Join our community of smart investors
OPINION

As unsafe as houses

As unsafe as houses
February 10, 2015
As unsafe as houses

Katharina Knoll, Moritz Schularik and Thomas Steger, three German economists, have compiled house price indices going back to the 19th century. These show that, between 1899 and 1938, UK house prices actually fell in real terms, by 1 per cent a year. This was not a quirk of the UK. The authors show that on average across 14 developed economies, house prices were flat in real terms between the late 19th century and mid-20th century. It is only since the 1950s that house prices have risen much.

If this long sample of history is representative of likely future returns, then housing is a poor investment. UK house prices have risen by only 0.4 per cent per year since 1899. That compares with a total return on equities (including dividends) of 5.6 per cent. Such a low return is not enough to compensate us for the risk of house prices falling and - worse still - of the risk that they'll fall during a recession when we lose our job and so most need wealth.

But is the pre-war experience really relevant? It's arguable. To see why house prices fell then, remember John Betjeman's film, Metroland, in which he showed how the opening of the Metropolitan railway led to the expansion of small villages such as Pinner and Northwick Park. This was a specific instance of a global phenomenon. The spread of railways allowed people to commute to work and so increased the supply of usable land. Houses in Harrow became substitutes for those in Camden Town, so prices of the latter fell as the supply of the former surged because the Metropolitan railway encouraged a boom in housebuilding.

Technical progress in the transport industry thus reduced house prices. It is only after this process stopped in the mid-50s that house prices exploded. (The boom might have been helped by the introduction of planning restrictions in 1947, but that doesn't explain why house prices showed a similar pattern to the UK's in most other developed economies.) As David Ricardo pointed out in the early 19th century, the price of land (and indeed most other things) depends upon a race between diminishing returns and technical progress; diminishing returns raises prices and technical progress reduces them. Between the 19th and mid-20th century, technical progress won. Since then, diminishing returns have.

Will this remain the case? Maybe not. HS2 could allow houses in Birmingham to substitute for London houses in the way that the Metropolitan line allowed houses in Harrow to do so. And if driverless cars reduce the discomfort of being stuck in traffic jams, they might encourage longer commutes and hence more substitutability between houses.

There has, though, been another form of technical progress - broadband. This has enabled your correspondent to work from home in Rutland. Just as the Metropolitan line allowed bank clerks to move from overpriced central London homes into more reasonably priced areas, so broadband has enabled me to do the same.

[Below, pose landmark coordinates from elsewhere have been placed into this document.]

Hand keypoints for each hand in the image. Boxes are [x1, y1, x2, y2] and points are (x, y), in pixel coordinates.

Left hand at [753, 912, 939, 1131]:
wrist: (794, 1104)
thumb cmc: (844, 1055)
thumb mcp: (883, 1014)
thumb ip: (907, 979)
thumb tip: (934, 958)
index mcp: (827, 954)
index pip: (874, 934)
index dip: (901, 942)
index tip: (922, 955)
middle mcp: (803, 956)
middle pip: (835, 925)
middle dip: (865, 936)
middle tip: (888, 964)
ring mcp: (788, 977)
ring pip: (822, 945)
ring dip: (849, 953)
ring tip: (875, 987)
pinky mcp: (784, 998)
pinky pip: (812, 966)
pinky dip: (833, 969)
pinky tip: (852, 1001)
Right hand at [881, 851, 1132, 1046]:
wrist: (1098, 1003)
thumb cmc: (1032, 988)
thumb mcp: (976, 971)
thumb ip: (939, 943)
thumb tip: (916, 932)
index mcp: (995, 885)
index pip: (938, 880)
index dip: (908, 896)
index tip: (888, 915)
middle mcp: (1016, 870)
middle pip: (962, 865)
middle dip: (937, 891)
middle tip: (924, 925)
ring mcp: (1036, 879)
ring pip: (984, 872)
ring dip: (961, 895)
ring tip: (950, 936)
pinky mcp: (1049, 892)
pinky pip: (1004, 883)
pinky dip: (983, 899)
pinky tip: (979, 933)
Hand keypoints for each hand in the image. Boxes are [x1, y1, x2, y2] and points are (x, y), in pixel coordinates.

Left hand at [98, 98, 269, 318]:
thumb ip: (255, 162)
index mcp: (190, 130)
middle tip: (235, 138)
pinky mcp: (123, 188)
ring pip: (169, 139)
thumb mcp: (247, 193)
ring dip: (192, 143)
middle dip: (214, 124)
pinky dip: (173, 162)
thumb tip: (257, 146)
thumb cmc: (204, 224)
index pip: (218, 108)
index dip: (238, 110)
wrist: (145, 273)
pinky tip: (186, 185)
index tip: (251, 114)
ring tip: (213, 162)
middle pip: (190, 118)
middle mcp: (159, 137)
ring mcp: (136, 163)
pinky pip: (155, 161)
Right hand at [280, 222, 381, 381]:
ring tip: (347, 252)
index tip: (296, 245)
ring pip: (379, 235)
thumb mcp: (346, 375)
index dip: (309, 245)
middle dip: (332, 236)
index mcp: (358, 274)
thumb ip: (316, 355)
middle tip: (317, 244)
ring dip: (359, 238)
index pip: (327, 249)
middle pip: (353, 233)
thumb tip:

But, of course, I'm unusual. Broadband has not created a sufficiently big rise in homeworking to cause significant migration out of London. And it certainly hasn't triggered the housebuilding boom that the Metropolitan line did.

But this might just be a matter of time. As Andrew McAfee and Erik Brynjolfsson point out in The Second Machine Age, it can sometimes take decades for the applications of a new technology to be fully used. On the other hand, it could be that homeworking is only feasible for a minority of employees and so broadband will never have the revolutionary impact on house prices that the railways did - although the reasons for this might be psychological and political rather than technical.

Whatever the answer to this question is, there's a point here which property investors have overlooked. Investing in housing isn't just a bet upon incomes, interest rates and idiosyncratic local factors. It is also a bet on the pace and direction of technical change. While this might be reasonably predictable in the near term, it is much less so in the very long term. In this sense, longer-term property investors face a lot of unavoidable uncertainty.